── DATASET EXCERPTS

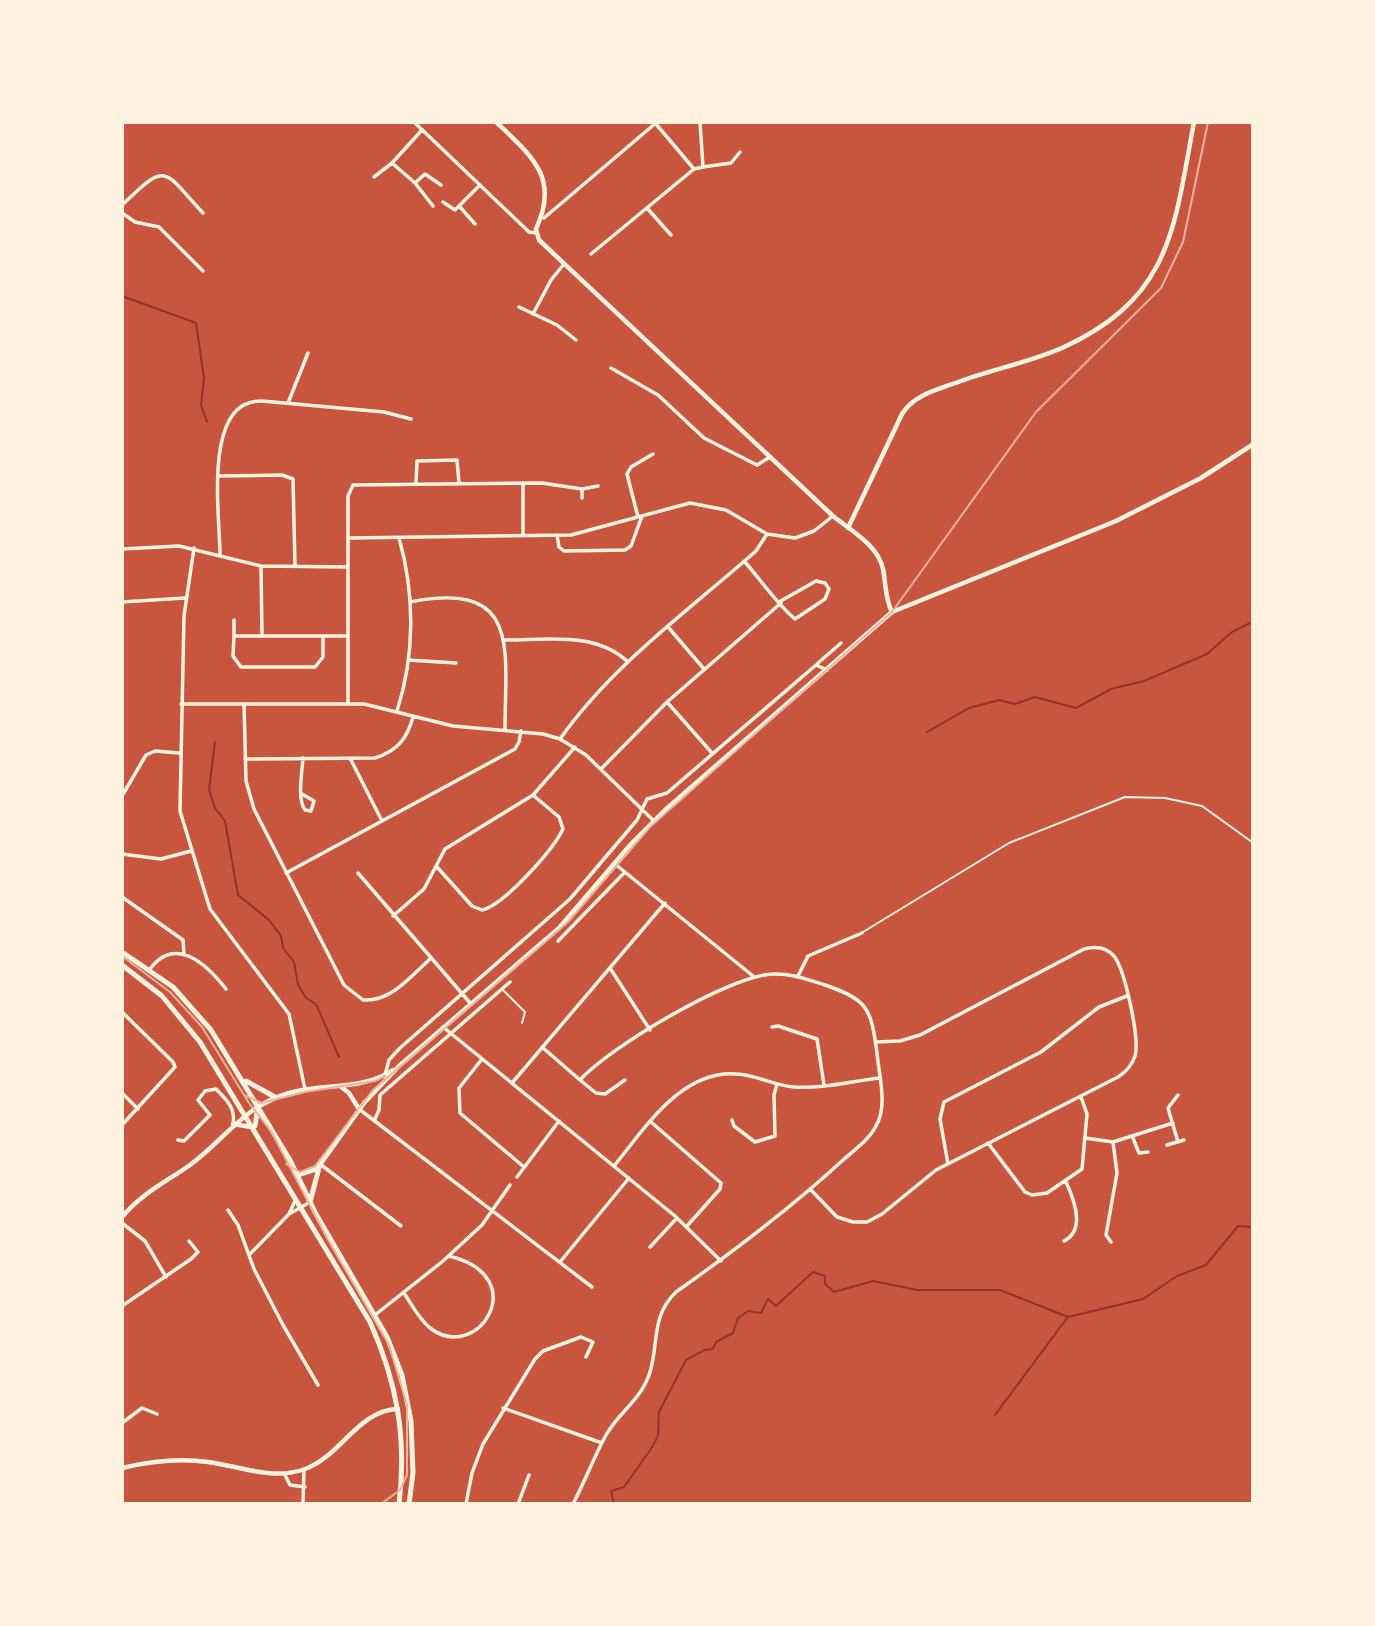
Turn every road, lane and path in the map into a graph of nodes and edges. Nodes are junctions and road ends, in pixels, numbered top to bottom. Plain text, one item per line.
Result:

────
── DATASET EXCERPTS

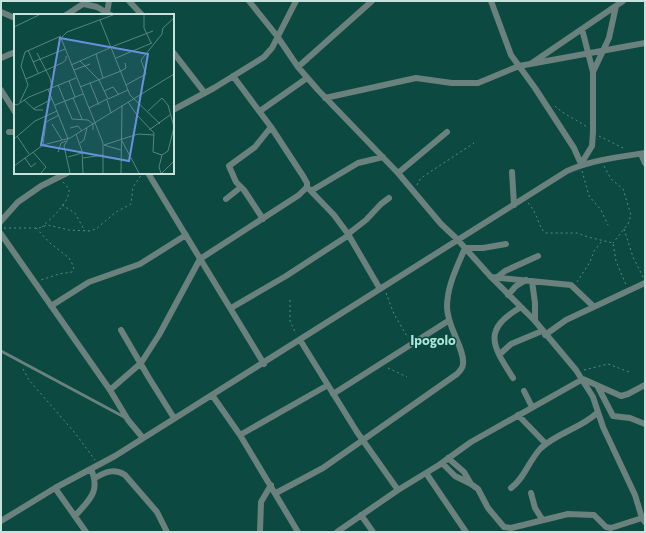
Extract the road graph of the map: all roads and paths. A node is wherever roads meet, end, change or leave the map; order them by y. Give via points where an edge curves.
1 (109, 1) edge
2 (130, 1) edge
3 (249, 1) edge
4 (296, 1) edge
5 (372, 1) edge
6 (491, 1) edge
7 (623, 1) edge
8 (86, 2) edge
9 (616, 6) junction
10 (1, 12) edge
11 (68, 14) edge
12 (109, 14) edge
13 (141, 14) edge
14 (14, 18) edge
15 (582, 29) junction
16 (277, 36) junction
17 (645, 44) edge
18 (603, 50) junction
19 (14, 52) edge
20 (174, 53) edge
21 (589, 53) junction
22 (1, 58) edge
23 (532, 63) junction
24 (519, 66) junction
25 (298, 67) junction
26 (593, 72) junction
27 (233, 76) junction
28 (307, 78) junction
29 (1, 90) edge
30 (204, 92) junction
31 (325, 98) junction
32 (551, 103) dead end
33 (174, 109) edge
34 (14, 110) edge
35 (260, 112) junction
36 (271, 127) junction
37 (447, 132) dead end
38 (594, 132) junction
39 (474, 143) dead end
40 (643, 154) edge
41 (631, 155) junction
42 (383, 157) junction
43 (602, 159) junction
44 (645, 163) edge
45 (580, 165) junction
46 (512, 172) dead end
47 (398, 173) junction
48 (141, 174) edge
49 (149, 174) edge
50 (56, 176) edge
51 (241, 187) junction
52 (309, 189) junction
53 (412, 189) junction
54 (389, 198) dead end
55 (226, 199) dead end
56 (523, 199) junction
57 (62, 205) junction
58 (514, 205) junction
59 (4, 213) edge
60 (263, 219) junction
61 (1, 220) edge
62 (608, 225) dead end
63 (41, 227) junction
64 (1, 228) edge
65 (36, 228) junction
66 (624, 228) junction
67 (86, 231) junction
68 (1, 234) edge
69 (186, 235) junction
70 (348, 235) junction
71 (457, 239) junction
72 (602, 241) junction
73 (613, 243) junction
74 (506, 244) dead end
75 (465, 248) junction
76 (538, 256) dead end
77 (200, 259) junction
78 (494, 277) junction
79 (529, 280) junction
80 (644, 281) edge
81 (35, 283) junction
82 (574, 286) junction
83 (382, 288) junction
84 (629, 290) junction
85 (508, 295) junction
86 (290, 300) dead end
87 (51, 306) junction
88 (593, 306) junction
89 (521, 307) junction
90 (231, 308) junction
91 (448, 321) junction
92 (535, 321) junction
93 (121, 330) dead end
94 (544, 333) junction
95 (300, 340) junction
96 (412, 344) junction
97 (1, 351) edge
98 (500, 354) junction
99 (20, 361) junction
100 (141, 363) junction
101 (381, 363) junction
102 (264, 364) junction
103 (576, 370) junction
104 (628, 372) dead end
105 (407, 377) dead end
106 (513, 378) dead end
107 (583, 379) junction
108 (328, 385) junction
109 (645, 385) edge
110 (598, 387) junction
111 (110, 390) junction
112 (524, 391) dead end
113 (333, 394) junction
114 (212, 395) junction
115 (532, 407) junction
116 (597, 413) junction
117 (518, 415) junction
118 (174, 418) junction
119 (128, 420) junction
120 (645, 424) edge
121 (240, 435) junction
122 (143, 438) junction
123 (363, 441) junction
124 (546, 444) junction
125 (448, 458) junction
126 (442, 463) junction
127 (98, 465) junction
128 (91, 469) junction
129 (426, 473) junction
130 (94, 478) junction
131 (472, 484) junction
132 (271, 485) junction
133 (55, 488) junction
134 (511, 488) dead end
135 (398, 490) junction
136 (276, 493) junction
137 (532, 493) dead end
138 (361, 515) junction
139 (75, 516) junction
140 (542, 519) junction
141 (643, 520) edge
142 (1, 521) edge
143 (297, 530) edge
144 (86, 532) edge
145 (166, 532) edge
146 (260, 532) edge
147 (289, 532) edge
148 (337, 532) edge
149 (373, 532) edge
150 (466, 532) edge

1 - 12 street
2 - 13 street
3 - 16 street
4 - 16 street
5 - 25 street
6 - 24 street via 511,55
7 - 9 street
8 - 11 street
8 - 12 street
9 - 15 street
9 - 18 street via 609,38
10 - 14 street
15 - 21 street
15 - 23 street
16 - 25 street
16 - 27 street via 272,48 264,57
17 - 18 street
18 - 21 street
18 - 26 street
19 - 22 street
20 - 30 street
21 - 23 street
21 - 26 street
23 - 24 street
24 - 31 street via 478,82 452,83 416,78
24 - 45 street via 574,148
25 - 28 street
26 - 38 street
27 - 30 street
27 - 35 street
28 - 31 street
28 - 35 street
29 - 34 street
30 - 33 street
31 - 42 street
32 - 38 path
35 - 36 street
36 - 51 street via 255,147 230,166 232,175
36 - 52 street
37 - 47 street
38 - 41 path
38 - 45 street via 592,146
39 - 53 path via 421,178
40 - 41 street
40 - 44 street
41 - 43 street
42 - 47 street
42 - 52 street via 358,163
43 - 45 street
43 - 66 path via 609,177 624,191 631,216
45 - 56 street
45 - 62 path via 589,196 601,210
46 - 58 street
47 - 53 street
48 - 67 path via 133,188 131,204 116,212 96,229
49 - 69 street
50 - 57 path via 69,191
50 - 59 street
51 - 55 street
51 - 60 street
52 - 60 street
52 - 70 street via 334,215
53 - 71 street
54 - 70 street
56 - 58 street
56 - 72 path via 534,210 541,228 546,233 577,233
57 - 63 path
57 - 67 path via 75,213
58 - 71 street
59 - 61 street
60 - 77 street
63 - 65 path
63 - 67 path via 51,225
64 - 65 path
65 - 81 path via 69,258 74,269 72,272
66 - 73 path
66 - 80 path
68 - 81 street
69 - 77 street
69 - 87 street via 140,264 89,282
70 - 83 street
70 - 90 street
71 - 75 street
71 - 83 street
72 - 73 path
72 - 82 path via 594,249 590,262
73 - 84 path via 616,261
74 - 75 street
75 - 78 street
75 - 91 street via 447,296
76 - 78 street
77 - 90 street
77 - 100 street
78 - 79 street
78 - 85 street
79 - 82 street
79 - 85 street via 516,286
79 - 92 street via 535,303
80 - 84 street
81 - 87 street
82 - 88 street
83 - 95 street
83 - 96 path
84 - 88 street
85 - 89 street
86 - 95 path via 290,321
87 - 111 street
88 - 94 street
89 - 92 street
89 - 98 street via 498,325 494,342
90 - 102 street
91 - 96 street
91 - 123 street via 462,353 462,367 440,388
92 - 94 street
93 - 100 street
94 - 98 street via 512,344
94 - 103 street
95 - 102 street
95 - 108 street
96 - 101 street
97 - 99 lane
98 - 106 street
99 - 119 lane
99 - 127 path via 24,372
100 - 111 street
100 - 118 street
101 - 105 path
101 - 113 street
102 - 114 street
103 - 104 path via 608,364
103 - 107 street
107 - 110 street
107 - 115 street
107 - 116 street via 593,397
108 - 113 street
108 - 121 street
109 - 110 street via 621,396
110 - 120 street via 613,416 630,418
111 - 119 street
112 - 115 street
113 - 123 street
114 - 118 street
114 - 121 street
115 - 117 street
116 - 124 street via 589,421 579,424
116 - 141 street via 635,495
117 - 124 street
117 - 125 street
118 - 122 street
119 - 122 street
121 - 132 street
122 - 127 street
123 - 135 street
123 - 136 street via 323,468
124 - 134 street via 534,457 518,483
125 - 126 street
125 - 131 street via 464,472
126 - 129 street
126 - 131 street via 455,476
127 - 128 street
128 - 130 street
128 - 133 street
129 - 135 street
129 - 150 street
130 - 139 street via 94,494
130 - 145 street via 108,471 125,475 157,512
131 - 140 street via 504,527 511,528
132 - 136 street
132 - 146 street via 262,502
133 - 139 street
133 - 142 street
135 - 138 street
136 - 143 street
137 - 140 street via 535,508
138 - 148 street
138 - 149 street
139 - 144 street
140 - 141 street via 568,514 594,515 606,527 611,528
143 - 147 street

────
── DATASET EXCERPTS

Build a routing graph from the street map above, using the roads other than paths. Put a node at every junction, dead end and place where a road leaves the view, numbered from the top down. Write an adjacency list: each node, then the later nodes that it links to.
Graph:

────

■ WORK TO BE COMPLETED: Using the entries above, tally how many lines have the word "numbered" in them; write the number and nothing more.

■ ANSWER AREA: 2